[Instructions for the task]
Keep every word of the listing and drop the images when you write it out.

[Dataset excerpts]
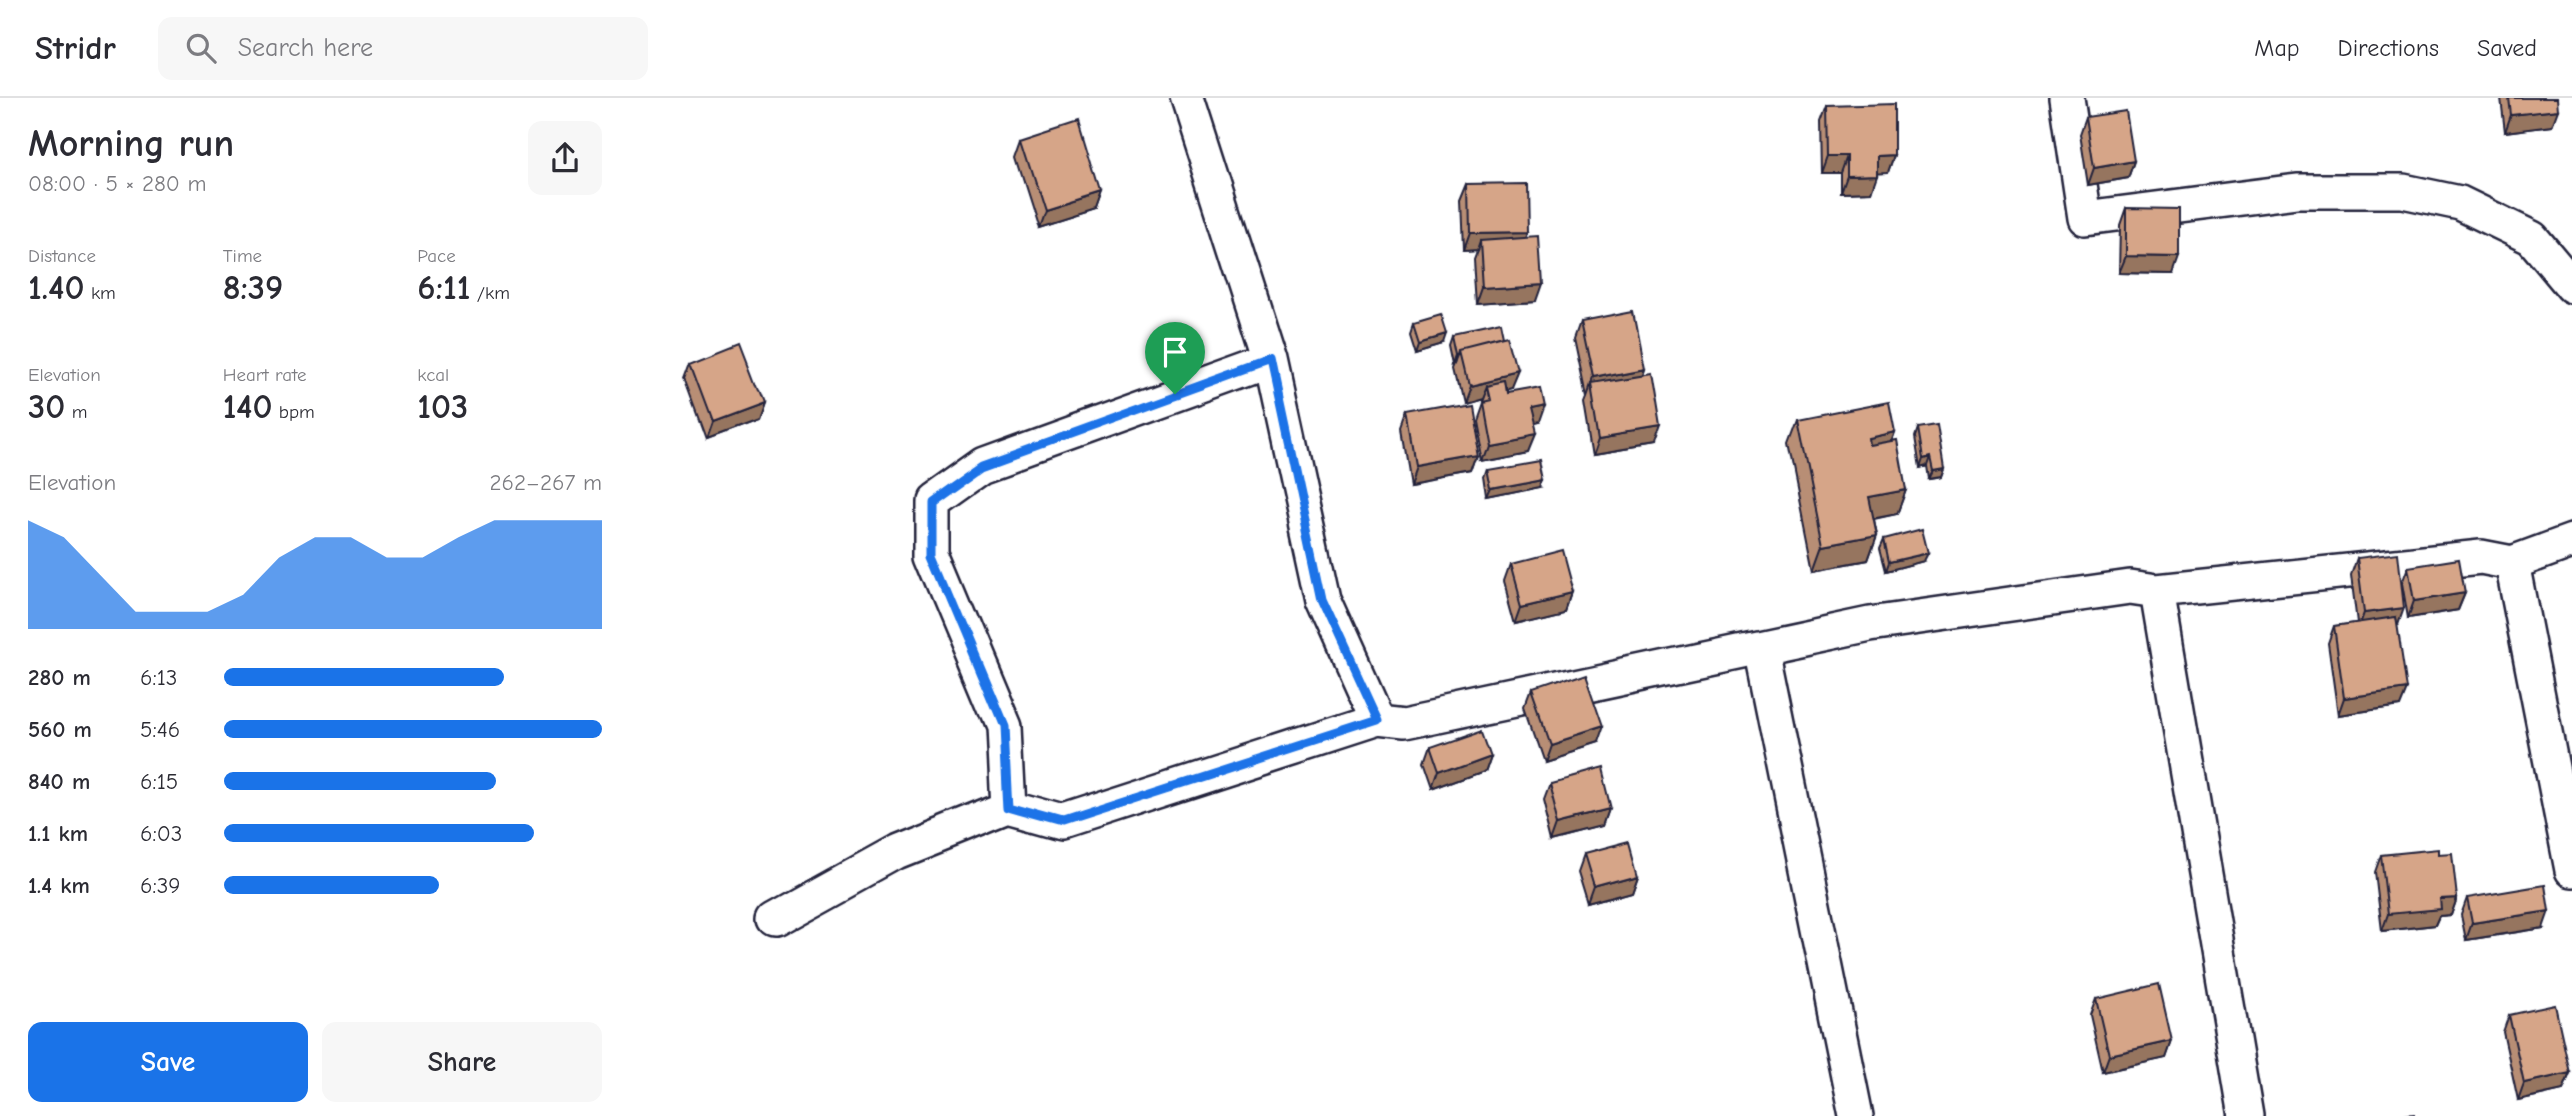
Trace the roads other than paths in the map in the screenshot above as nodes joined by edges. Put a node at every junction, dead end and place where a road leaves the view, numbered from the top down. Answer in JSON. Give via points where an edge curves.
{"nodes":[{"id":1,"x":1187,"y":98,"type":"edge"},
{"id":2,"x":2067,"y":98,"type":"edge"},
{"id":3,"x":2572,"y":286,"type":"edge"},
{"id":4,"x":1271,"y":360,"type":"junction"},
{"id":5,"x":2572,"y":541,"type":"edge"},
{"id":6,"x":2511,"y":563,"type":"junction"},
{"id":7,"x":2157,"y":591,"type":"junction"},
{"id":8,"x":1761,"y":648,"type":"junction"},
{"id":9,"x":1377,"y":720,"type":"junction"},
{"id":10,"x":1008,"y":807,"type":"junction"},
{"id":11,"x":2572,"y":870,"type":"edge"},
{"id":12,"x":775,"y":919,"type":"dead end"},
{"id":13,"x":1856,"y":1116,"type":"edge"},
{"id":14,"x":2246,"y":1116,"type":"edge"}],
"edges":[{"from":1,"to":4,"type":"street"},
{"from":2,"to":3,"type":"street","via":[[2085,218],[2297,191],[2403,191],[2460,203],[2532,238]]},
{"from":4,"to":9,"type":"street","via":[[1322,600]]},
{"from":4,"to":10,"type":"street","via":[[984,464],[932,501],[932,554],[1004,726]]},
{"from":5,"to":6,"type":"street"},
{"from":6,"to":7,"type":"street","via":[[2481,557]]},
{"from":6,"to":11,"type":"street"},
{"from":7,"to":8,"type":"street","via":[[2130,587],[1870,624]]},
{"from":7,"to":14,"type":"street"},
{"from":8,"to":9,"type":"street","via":[[1404,723]]},
{"from":8,"to":13,"type":"street"},
{"from":9,"to":10,"type":"street","via":[[1062,822]]},
{"from":10,"to":12,"type":"street","via":[[896,852]]}]}
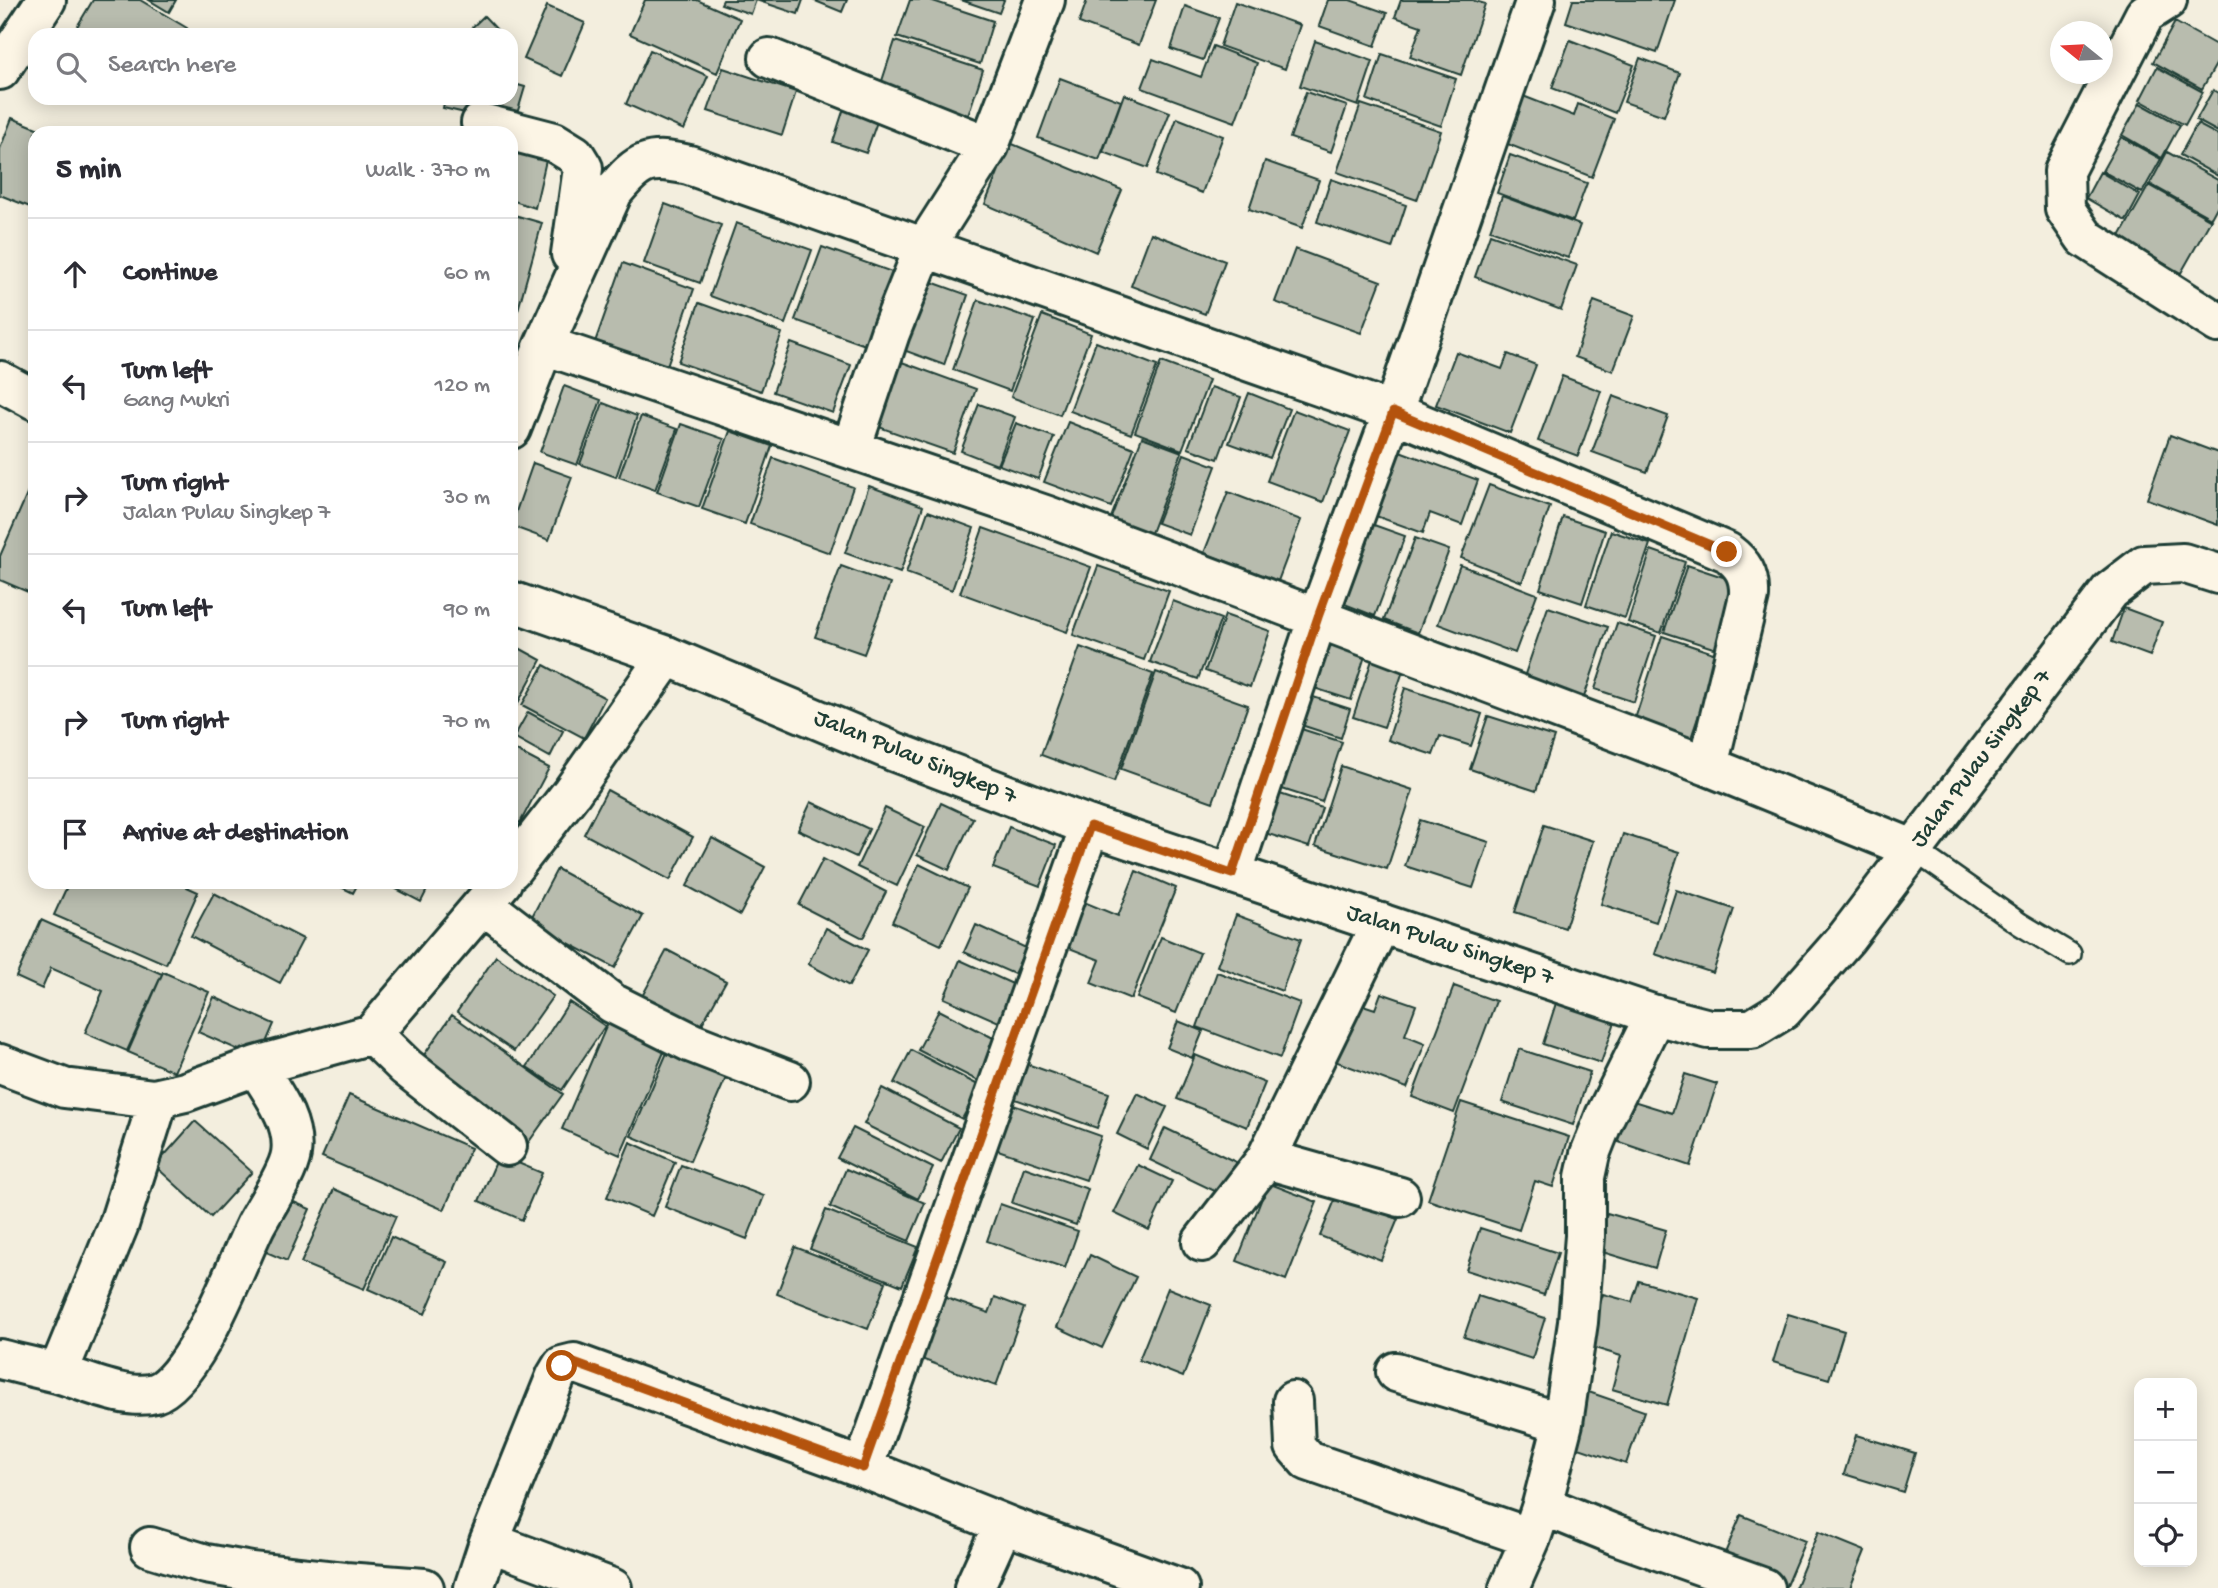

[Exercise output]
Trace the roads other than paths in the map in the screenshot above as nodes joined by edges. Put a node at every junction, dead end and place where a road leaves the view, numbered from the top down. Answer in JSON. Give via points where an edge curves.
{"nodes":[{"id":1,"x":1187,"y":98,"type":"edge"},
{"id":2,"x":2067,"y":98,"type":"edge"},
{"id":3,"x":2572,"y":286,"type":"edge"},
{"id":4,"x":1271,"y":360,"type":"junction"},
{"id":5,"x":2572,"y":541,"type":"edge"},
{"id":6,"x":2511,"y":563,"type":"junction"},
{"id":7,"x":2157,"y":591,"type":"junction"},
{"id":8,"x":1761,"y":648,"type":"junction"},
{"id":9,"x":1377,"y":720,"type":"junction"},
{"id":10,"x":1008,"y":807,"type":"junction"},
{"id":11,"x":2572,"y":870,"type":"edge"},
{"id":12,"x":775,"y":919,"type":"dead end"},
{"id":13,"x":1856,"y":1116,"type":"edge"},
{"id":14,"x":2246,"y":1116,"type":"edge"}],
"edges":[{"from":1,"to":4,"type":"street"},
{"from":2,"to":3,"type":"street","via":[[2085,218],[2297,191],[2403,191],[2460,203],[2532,238]]},
{"from":4,"to":9,"type":"street","via":[[1322,600]]},
{"from":4,"to":10,"type":"street","via":[[984,464],[932,501],[932,554],[1004,726]]},
{"from":5,"to":6,"type":"street"},
{"from":6,"to":7,"type":"street","via":[[2481,557]]},
{"from":6,"to":11,"type":"street"},
{"from":7,"to":8,"type":"street","via":[[2130,587],[1870,624]]},
{"from":7,"to":14,"type":"street"},
{"from":8,"to":9,"type":"street","via":[[1404,723]]},
{"from":8,"to":13,"type":"street"},
{"from":9,"to":10,"type":"street","via":[[1062,822]]},
{"from":10,"to":12,"type":"street","via":[[896,852]]}]}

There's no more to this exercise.